Stored items:
=== Begin Enclosure ===
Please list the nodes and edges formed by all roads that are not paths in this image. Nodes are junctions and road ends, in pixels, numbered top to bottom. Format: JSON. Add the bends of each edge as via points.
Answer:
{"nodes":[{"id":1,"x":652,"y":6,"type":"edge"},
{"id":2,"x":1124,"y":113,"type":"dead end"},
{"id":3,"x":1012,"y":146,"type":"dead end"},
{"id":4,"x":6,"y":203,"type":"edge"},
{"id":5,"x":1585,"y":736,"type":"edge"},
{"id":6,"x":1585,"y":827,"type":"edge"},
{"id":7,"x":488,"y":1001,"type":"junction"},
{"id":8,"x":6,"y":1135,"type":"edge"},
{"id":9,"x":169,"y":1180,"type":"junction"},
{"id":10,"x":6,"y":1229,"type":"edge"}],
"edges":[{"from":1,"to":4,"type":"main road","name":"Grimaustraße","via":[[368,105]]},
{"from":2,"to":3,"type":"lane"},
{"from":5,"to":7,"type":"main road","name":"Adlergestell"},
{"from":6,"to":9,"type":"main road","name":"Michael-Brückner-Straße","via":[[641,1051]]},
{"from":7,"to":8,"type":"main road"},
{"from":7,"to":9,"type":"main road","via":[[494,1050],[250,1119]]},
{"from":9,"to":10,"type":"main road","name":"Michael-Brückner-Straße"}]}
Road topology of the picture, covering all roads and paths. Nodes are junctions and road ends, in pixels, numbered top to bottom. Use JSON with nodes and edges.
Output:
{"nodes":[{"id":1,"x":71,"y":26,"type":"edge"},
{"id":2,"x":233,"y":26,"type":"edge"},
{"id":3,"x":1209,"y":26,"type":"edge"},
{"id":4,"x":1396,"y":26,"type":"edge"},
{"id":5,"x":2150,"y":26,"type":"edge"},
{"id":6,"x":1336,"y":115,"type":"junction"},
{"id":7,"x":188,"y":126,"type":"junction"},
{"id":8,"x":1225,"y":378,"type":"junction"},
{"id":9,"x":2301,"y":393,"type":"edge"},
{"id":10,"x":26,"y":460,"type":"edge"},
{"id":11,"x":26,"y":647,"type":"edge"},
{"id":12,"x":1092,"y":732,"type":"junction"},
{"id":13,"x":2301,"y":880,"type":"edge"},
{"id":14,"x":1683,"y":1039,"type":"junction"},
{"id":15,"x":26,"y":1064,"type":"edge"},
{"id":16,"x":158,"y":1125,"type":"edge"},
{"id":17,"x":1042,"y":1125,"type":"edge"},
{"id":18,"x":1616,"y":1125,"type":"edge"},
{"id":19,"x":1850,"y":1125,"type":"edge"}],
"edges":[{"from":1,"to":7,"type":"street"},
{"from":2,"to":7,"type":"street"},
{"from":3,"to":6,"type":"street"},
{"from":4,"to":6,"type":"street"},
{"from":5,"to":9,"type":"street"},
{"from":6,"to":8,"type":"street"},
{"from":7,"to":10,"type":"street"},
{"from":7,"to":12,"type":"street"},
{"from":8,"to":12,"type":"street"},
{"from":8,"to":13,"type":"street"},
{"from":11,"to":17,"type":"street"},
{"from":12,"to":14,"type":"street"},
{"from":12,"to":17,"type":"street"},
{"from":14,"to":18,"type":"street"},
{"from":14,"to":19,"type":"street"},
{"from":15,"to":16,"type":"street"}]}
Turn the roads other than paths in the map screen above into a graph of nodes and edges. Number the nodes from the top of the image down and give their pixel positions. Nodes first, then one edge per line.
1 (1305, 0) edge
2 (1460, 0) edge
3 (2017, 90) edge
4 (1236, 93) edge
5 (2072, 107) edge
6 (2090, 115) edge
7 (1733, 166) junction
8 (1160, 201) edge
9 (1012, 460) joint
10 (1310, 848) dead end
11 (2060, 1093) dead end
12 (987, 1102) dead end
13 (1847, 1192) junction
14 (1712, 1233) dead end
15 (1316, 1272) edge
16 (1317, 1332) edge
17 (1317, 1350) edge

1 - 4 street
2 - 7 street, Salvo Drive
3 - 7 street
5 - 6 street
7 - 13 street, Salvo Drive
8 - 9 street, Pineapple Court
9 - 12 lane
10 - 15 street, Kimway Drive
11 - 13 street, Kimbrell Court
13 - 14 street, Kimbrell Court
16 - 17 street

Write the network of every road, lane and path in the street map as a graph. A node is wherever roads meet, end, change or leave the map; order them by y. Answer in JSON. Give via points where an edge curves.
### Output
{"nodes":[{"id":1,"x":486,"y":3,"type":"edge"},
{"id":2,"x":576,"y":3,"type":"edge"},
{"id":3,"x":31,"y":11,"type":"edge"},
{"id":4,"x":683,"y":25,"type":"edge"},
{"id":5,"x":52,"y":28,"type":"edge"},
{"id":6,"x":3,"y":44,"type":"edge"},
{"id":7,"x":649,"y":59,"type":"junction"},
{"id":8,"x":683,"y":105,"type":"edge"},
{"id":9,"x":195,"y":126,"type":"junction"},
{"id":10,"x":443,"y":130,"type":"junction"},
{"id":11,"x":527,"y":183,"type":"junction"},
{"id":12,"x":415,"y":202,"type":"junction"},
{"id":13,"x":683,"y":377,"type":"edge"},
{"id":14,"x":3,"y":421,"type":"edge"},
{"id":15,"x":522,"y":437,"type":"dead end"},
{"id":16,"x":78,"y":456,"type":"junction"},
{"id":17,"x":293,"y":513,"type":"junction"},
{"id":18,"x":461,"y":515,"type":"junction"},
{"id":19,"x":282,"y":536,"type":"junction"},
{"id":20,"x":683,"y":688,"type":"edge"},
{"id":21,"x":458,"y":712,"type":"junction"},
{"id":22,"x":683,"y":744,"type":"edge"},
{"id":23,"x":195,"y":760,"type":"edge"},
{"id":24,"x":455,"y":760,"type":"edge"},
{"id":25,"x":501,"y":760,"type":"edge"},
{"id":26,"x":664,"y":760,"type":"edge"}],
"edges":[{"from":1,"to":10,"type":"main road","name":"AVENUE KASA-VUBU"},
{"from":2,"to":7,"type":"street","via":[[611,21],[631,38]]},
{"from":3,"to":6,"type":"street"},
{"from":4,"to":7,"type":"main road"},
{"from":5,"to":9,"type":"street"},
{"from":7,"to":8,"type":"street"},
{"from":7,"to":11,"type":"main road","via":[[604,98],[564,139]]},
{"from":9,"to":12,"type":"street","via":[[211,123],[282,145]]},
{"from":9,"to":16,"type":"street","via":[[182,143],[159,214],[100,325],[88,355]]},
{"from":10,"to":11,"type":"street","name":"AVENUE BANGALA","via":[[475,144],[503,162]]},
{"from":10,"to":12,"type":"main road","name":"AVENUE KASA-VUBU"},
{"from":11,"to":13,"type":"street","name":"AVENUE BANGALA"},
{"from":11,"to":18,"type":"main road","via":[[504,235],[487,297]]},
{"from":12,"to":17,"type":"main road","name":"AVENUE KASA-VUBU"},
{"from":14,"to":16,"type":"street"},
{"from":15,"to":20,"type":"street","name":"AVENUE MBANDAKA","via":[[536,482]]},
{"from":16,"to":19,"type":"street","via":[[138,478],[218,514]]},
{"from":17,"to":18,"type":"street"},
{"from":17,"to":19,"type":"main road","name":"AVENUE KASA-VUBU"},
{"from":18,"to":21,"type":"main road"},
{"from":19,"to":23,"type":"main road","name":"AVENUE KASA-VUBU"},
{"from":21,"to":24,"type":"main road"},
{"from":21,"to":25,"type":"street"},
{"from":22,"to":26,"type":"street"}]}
=== End Enclosure ===
Only one number is expected: the count of lines in the entries holding the string "lane".

3